[Stored data]

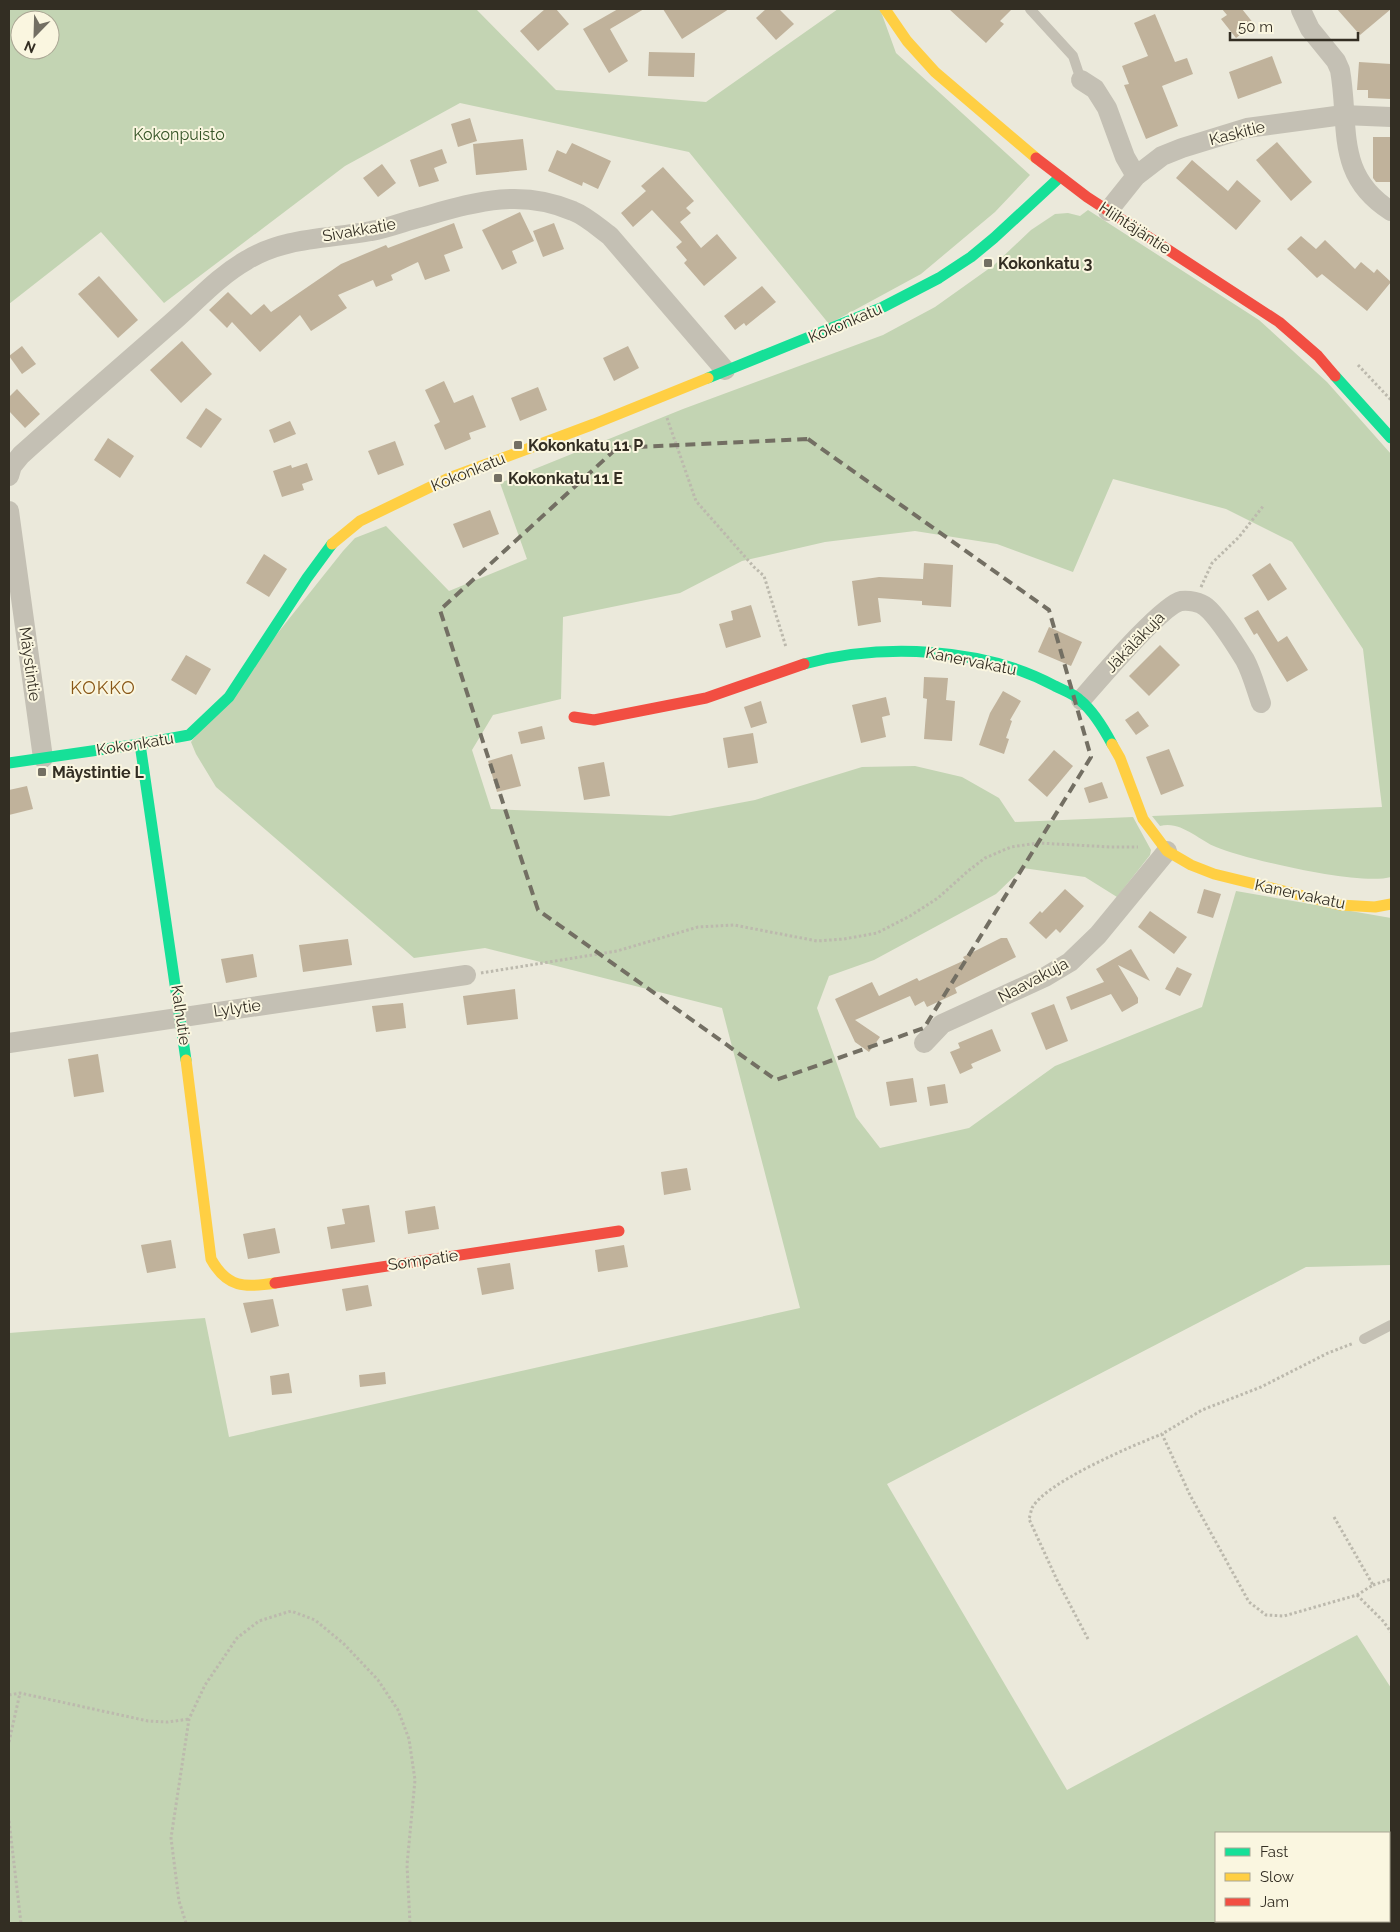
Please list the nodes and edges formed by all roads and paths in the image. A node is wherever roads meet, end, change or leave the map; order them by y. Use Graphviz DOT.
graph roads {
  1 [pos="885,9"];
  2 [pos="1030,9"];
  3 [pos="1301,10"];
  4 [pos="1081,80"];
  5 [pos="1343,115"];
  6 [pos="1391,117"];
  7 [pos="1136,176"];
  8 [pos="1060,177"];
  9 [pos="1108,211"];
  10 [pos="1391,211"];
  11 [pos="725,370"];
  12 [pos="666,416"];
  13 [pos="1391,438"];
  14 [pos="9,476"];
  15 [pos="1264,505"];
  16 [pos="9,511"];
  17 [pos="1195,601"];
  18 [pos="791,667"];
  19 [pos="1081,700"];
  20 [pos="1261,703"];
  21 [pos="574,717"];
  22 [pos="140,744"];
  23 [pos="43,758"];
  24 [pos="9,763"];
  25 [pos="1161,844"];
  26 [pos="1391,904"];
  27 [pos="466,975"];
  28 [pos="182,1016"];
  29 [pos="9,1043"];
  30 [pos="924,1043"];
  31 [pos="620,1231"];
  32 [pos="227,1280"];
  33 [pos="1391,1325"];
  34 [pos="1364,1339"];
  35 [pos="1162,1434"];
  36 [pos="1334,1517"];
  37 [pos="1391,1579"];
  38 [pos="1373,1585"];
  39 [pos="1357,1595"];
  40 [pos="1391,1632"];
  41 [pos="1088,1639"];
  42 [pos="20,1693"];
  43 [pos="9,1695"];
  44 [pos="189,1719"];
  45 [pos="9,1742"];
  46 [pos="9,1821"];
  47 [pos="21,1923"];
  48 [pos="186,1923"];
  49 [pos="410,1923"];
  1 -- 8 [label="street, Hiihtäjäntie"];
  2 -- 4 [label="lane"];
  3 -- 5 [label="street"];
  4 -- 7 [label="street"];
  5 -- 6 [label="street, Kaskitie"];
  5 -- 7 [label="street, Kaskitie"];
  5 -- 10 [label="street"];
  7 -- 9 [label="street, Kaskitie"];
  8 -- 9 [label="street, Hiihtäjäntie"];
  8 -- 11 [label="street, Kokonkatu"];
  9 -- 13 [label="street, Hiihtäjäntie"];
  11 -- 14 [label="street, Sivakkatie"];
  11 -- 22 [label="street, Kokonkatu"];
  12 -- 18 [label="path"];
  15 -- 17 [label="path"];
  16 -- 23 [label="street, Mäystintie"];
  17 -- 19 [label="street, Jäkäläkuja"];
  17 -- 20 [label="street"];
  18 -- 19 [label="street, Kanervakatu"];
  18 -- 21 [label="street, Kanervakatu"];
  19 -- 25 [label="street, Kanervakatu"];
  22 -- 23 [label="street, Kokonkatu"];
  22 -- 28 [label="street, Kalhutie"];
  23 -- 24 [label="street, Kokonkatu"];
  25 -- 26 [label="street, Kanervakatu"];
  25 -- 27 [label="path"];
  25 -- 30 [label="street, Naavakuja"];
  27 -- 28 [label="street, Lylytie"];
  28 -- 29 [label="street, Lylytie"];
  28 -- 32 [label="street, Kalhutie"];
  31 -- 32 [label="street, Sompatie"];
  33 -- 34 [label="lane"];
  34 -- 35 [label="path"];
  35 -- 39 [label="path"];
  35 -- 41 [label="path"];
  36 -- 38 [label="path"];
  37 -- 38 [label="path"];
  38 -- 39 [label="path"];
  39 -- 40 [label="path"];
  42 -- 43 [label="path"];
  42 -- 44 [label="path"];
  42 -- 45 [label="path"];
  44 -- 48 [label="path"];
  44 -- 49 [label="path"];
  46 -- 47 [label="path"];
}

# Exercise goal:
Repeat every record above exactly. Omit the pictures.

# Completed task:
Please list the nodes and edges formed by all roads and paths in the image. A node is wherever roads meet, end, change or leave the map; order them by y. Use Graphviz DOT.
graph roads {
  1 [pos="885,9"];
  2 [pos="1030,9"];
  3 [pos="1301,10"];
  4 [pos="1081,80"];
  5 [pos="1343,115"];
  6 [pos="1391,117"];
  7 [pos="1136,176"];
  8 [pos="1060,177"];
  9 [pos="1108,211"];
  10 [pos="1391,211"];
  11 [pos="725,370"];
  12 [pos="666,416"];
  13 [pos="1391,438"];
  14 [pos="9,476"];
  15 [pos="1264,505"];
  16 [pos="9,511"];
  17 [pos="1195,601"];
  18 [pos="791,667"];
  19 [pos="1081,700"];
  20 [pos="1261,703"];
  21 [pos="574,717"];
  22 [pos="140,744"];
  23 [pos="43,758"];
  24 [pos="9,763"];
  25 [pos="1161,844"];
  26 [pos="1391,904"];
  27 [pos="466,975"];
  28 [pos="182,1016"];
  29 [pos="9,1043"];
  30 [pos="924,1043"];
  31 [pos="620,1231"];
  32 [pos="227,1280"];
  33 [pos="1391,1325"];
  34 [pos="1364,1339"];
  35 [pos="1162,1434"];
  36 [pos="1334,1517"];
  37 [pos="1391,1579"];
  38 [pos="1373,1585"];
  39 [pos="1357,1595"];
  40 [pos="1391,1632"];
  41 [pos="1088,1639"];
  42 [pos="20,1693"];
  43 [pos="9,1695"];
  44 [pos="189,1719"];
  45 [pos="9,1742"];
  46 [pos="9,1821"];
  47 [pos="21,1923"];
  48 [pos="186,1923"];
  49 [pos="410,1923"];
  1 -- 8 [label="street, Hiihtäjäntie"];
  2 -- 4 [label="lane"];
  3 -- 5 [label="street"];
  4 -- 7 [label="street"];
  5 -- 6 [label="street, Kaskitie"];
  5 -- 7 [label="street, Kaskitie"];
  5 -- 10 [label="street"];
  7 -- 9 [label="street, Kaskitie"];
  8 -- 9 [label="street, Hiihtäjäntie"];
  8 -- 11 [label="street, Kokonkatu"];
  9 -- 13 [label="street, Hiihtäjäntie"];
  11 -- 14 [label="street, Sivakkatie"];
  11 -- 22 [label="street, Kokonkatu"];
  12 -- 18 [label="path"];
  15 -- 17 [label="path"];
  16 -- 23 [label="street, Mäystintie"];
  17 -- 19 [label="street, Jäkäläkuja"];
  17 -- 20 [label="street"];
  18 -- 19 [label="street, Kanervakatu"];
  18 -- 21 [label="street, Kanervakatu"];
  19 -- 25 [label="street, Kanervakatu"];
  22 -- 23 [label="street, Kokonkatu"];
  22 -- 28 [label="street, Kalhutie"];
  23 -- 24 [label="street, Kokonkatu"];
  25 -- 26 [label="street, Kanervakatu"];
  25 -- 27 [label="path"];
  25 -- 30 [label="street, Naavakuja"];
  27 -- 28 [label="street, Lylytie"];
  28 -- 29 [label="street, Lylytie"];
  28 -- 32 [label="street, Kalhutie"];
  31 -- 32 [label="street, Sompatie"];
  33 -- 34 [label="lane"];
  34 -- 35 [label="path"];
  35 -- 39 [label="path"];
  35 -- 41 [label="path"];
  36 -- 38 [label="path"];
  37 -- 38 [label="path"];
  38 -- 39 [label="path"];
  39 -- 40 [label="path"];
  42 -- 43 [label="path"];
  42 -- 44 [label="path"];
  42 -- 45 [label="path"];
  44 -- 48 [label="path"];
  44 -- 49 [label="path"];
  46 -- 47 [label="path"];
}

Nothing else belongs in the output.